After a jury found Lyons and Sanchez guilty, U. S District Judge David O. Carter of the Central District of California sentenced each of them to 15 years in prison.

Lyons and Sanchez appealed on the ground that their First Amendment rights were violated when Carter allowed testimony that the third-party telemarketers received 80 percent of the donations as commissions as evidence of fraud, even though Lyons, Sanchez and the telemarketers had never lied about the cost of fundraising to donors.

They relied on a U.S. Supreme Court holding that, under the First Amendment, the bare failure to disclose high telemarketing costs to donors cannot, by itself, support a fraud conviction.

They argued that “if the fundraiser affirmatively misrepresented the costs of the fundraising, then, and only then, evidence of the costs might be utilized to demonstrate the fraudulent nature of any specific misrepresentations.”

But, McKeown said, when a failure to disclosure high commissions is accompanied by misleading statements designed to deceive, the high costs of fundraising may be introduced as evidence of fraud.

Noting that the evidence was “overwhelming” that the “charities spent virtually no money on charitable activities promised to donors,” the judge wrote:

“Just as the government could not demonstrate fraud simply by showing that 80-90% of contributions went to telemarketing fees instead of charity, neither could it prove fraud solely by showing that 10-20% of donations were not spent on charity, without showing what happened to the remaining 80-90% of the funds.”

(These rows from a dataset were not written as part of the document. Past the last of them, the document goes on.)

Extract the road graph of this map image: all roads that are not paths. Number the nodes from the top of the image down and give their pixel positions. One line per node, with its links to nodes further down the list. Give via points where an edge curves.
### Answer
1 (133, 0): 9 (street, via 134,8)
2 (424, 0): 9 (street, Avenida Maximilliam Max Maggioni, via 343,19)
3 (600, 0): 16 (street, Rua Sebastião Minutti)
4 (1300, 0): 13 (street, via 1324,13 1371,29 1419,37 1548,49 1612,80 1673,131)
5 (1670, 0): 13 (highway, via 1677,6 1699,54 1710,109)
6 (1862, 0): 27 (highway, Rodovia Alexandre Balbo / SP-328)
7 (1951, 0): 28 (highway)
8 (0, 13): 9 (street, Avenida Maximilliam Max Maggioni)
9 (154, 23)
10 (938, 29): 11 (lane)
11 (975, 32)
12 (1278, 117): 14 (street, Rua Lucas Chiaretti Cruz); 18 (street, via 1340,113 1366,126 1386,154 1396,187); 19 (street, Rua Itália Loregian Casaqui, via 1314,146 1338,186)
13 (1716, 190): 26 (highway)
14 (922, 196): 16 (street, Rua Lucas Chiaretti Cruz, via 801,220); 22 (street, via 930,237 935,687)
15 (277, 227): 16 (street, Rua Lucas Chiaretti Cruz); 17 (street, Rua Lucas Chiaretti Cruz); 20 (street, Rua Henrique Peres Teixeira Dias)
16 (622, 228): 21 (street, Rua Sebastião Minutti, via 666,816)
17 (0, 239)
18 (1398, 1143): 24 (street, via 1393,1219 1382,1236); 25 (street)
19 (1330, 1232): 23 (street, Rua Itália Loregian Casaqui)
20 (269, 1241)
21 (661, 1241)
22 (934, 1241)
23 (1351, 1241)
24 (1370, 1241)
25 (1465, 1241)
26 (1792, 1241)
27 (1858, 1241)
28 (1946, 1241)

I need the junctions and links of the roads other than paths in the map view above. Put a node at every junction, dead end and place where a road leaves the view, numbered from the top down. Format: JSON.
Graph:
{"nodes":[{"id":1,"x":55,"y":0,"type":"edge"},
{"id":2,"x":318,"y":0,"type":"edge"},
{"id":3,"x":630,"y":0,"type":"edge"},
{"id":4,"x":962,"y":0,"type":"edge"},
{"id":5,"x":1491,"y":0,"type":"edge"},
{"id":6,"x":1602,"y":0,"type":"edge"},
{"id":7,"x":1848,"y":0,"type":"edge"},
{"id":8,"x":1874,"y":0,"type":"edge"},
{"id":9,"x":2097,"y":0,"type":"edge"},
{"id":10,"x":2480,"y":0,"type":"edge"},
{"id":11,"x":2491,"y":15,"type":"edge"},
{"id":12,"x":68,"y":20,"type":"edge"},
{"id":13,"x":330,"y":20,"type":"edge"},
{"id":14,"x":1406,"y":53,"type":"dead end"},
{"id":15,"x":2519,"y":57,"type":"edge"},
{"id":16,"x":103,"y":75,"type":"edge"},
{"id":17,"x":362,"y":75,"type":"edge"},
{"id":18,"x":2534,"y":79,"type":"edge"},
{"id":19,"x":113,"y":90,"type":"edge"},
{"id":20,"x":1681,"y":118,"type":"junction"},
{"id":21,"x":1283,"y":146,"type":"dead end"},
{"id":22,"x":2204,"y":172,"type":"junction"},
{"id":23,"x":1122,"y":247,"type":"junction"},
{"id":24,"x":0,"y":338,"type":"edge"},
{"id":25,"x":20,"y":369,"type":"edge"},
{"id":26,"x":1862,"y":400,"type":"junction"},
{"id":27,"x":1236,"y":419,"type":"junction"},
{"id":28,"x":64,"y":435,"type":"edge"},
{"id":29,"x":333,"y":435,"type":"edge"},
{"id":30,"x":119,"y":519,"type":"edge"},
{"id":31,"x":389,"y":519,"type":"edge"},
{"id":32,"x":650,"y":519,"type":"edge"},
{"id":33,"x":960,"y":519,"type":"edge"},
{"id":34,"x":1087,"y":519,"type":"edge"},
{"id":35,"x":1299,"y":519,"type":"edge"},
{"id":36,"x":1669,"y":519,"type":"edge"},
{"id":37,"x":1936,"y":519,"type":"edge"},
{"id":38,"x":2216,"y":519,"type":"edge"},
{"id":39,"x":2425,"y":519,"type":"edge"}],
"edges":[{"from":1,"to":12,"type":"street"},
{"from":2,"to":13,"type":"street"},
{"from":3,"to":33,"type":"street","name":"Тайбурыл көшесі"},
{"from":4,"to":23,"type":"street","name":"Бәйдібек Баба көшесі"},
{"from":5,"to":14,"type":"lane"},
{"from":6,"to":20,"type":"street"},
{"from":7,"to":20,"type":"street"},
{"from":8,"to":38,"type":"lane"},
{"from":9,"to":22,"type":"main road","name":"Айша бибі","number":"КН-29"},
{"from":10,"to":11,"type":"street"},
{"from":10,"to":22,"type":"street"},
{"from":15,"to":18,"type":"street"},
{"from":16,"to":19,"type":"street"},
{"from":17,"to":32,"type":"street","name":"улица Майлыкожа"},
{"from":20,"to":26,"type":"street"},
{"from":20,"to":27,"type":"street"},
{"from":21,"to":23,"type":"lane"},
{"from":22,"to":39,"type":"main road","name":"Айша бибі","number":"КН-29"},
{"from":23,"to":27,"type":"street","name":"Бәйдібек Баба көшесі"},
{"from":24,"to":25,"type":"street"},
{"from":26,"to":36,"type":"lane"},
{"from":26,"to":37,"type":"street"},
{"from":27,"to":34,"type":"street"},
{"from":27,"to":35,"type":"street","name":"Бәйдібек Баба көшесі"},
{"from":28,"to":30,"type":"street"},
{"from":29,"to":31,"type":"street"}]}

Judge Sidney R. Thomas and Senior Judge Samuel P. King, District of Hawaii, sitting by designation, concurred with McKeown.

Assistant U.S. Attorney Ellyn Marcus Lindsay represented the government.  John H. Weston of Weston, Garrou & DeWitt in Los Angeles and William J. Kopeny of William J. Kopeny & Associates in Irvine represented Lyons and Sanchez.

The case is United States v. Lyons, 04-50082.